Ocorre que em novembro do ano passado oito obras estavam com o contrato suspenso ou rescindido devido a problemas de projeto e de execução, sem previsão para retomada. Quatro estavam em fase de reformulação do projeto e duas em execução. Ou seja, apenas 598 novas vagas em andamento das 8.627 necessárias para suprimir a superlotação carcerária do Estado. Nenhuma das obras foi entregue no cronograma previsto. O TCE ressaltou também baixa qualidade dos projetos de engenharia para as obras e recomenda que o poder Executivo apresente um cronograma real de execução das obras.
Novas penitenciárias não suprirão a demanda
Mesmo se todas as de penitenciárias no Paraná prometidas pelo atual governo estivessem prontas, as vagas não seriam suficientes para atender a demanda de presos. Conforme a Sesp (Secretaria de Segurança Pública), estavam previstas 14 unidades e um total de 7 mil vagas, enquanto a “sobra” de presos hoje é de 8.627, que se espremem nas celas.
E isso está longe de aconteceu. De acordo com a Sesp, das 14 obras, três estão em andamento: Cadeia Pública de Campo Mourão, Centro de Integração Social de Piraquara e a ampliação da Penitenciária Estadual de Piraquara II. Nos próximos dias, está prevista a retomada das obras na Penitenciária Estadual de Foz do Iguaçu I.
Além das transferências, a Sesp afirma que começou a construção de shelters, que são celas modulares, que vão abrir em todo o Estado mais de 680 vagas. E que tramita no Depen Nacional a construção de uma nova unidade prisional modular com capacidade para mais 636 presos.
Mais de 1,6 mil condenados estão em carceragens
Outro problema analisado pelo Tribunal de Contas do Estado é de que 1.689 pessoas condenadas cumpriam pena em carceragens de Delegacias de Polícia, por falta de vagas nas penitenciárias. Consequência: impossibilidade de ofertar tratamento penal conforme os direitos estabelecidos por lei.
O TCE também analisou a celeridade dos processos com ocorrência de prisão. Mais da metade dos processos transitados em julgado, com sentença proferida no primeiro semestre do ano passado, o tempo entre o recebimento da denúncia e a realização da audiência de instrução foi superior a 120 dias. Alguns demoraram até 500 dias e resultaram na duração excessiva da prisão preventiva.

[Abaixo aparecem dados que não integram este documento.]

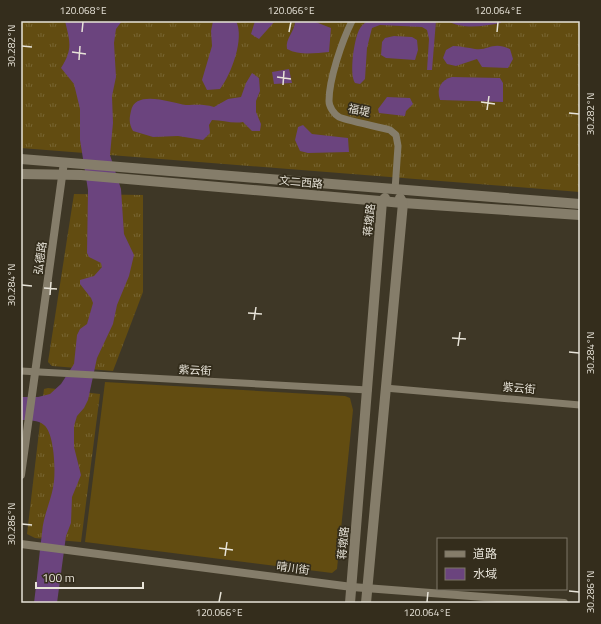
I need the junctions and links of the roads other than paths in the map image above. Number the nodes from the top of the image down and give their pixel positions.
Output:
1 (352, 21) edge
2 (21, 159) edge
3 (64, 162) junction
4 (21, 174) edge
5 (64, 174) junction
6 (395, 190) junction
7 (382, 201) junction
8 (402, 203) junction
9 (580, 204) edge
10 (580, 216) edge
11 (21, 371) edge
12 (35, 372) junction
13 (385, 388) junction
14 (368, 390) junction
15 (580, 404) edge
16 (21, 475) edge
17 (21, 544) edge
18 (352, 587) junction
19 (368, 589) junction
20 (350, 603) edge
21 (366, 603) edge
22 (564, 603) edge

1 - 6 street, 福堤
2 - 3 main road, 文二西路
3 - 5 street, 弘德路
3 - 6 main road, 文二西路
4 - 5 main road, 文二西路
5 - 7 main road, 文二西路
5 - 12 street, 弘德路
6 - 7 main road, 蒋墩路
6 - 8 main road
6 - 9 main road, 文二西路
7 - 8 main road, 文二西路
7 - 14 main road, 蒋墩路
8 - 10 main road, 文二西路
8 - 13 main road
11 - 12 street, 紫云街
12 - 14 street, 紫云街
12 - 16 street, 弘德路
13 - 15 street, 紫云街
13 - 19 main road
14 - 18 main road, 蒋墩路
17 - 18 street, 晴川街
18 - 19 street, 晴川街
18 - 20 main road, 蒋墩路
19 - 21 main road
19 - 22 street, 晴川街

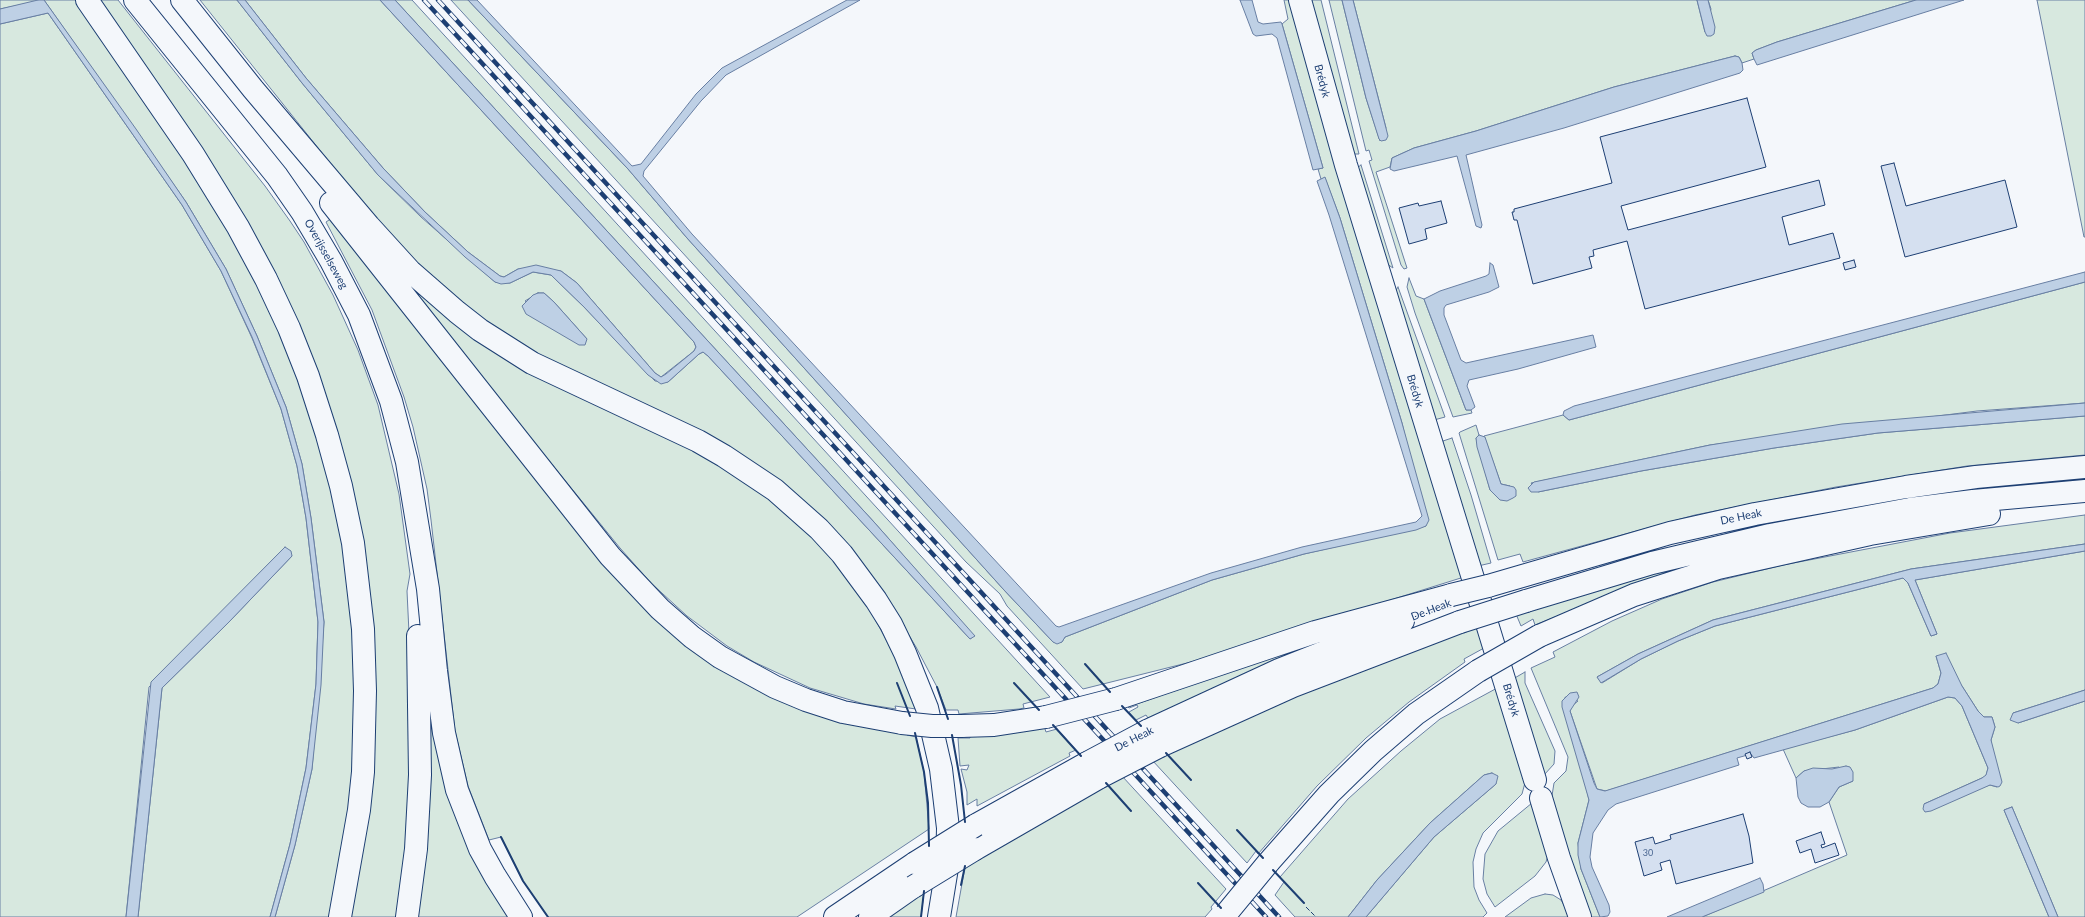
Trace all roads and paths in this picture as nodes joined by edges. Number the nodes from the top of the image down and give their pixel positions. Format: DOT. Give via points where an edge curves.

Tudo isso deu vazão a outro problema: a falta de defensores públicos no Paraná. Hoje a média é de 538,54 presos por defensor público no Estado, o índice mais alto de todo o País. Em dezembro de 2017, eram 99 cargos de defensores públicos no Paraná, e o ideal seriam 526 profissionais. Do total dos existentes, 42 atuam nas áreas criminal e penal. Esses 42 atenderiam, de forma satisfatória, 25,2 mil pessoas. Porém, a população carcerária do Paraná é de aproximadamente 30 mil presos. A recomendação do Tribunal de Contas é de que o Poder Executivo e a Defensoria Pública estabeleçam uma metodologia para aferição do quantitativo de defensores públicos necessários para assistência dos encarcerados do Estado.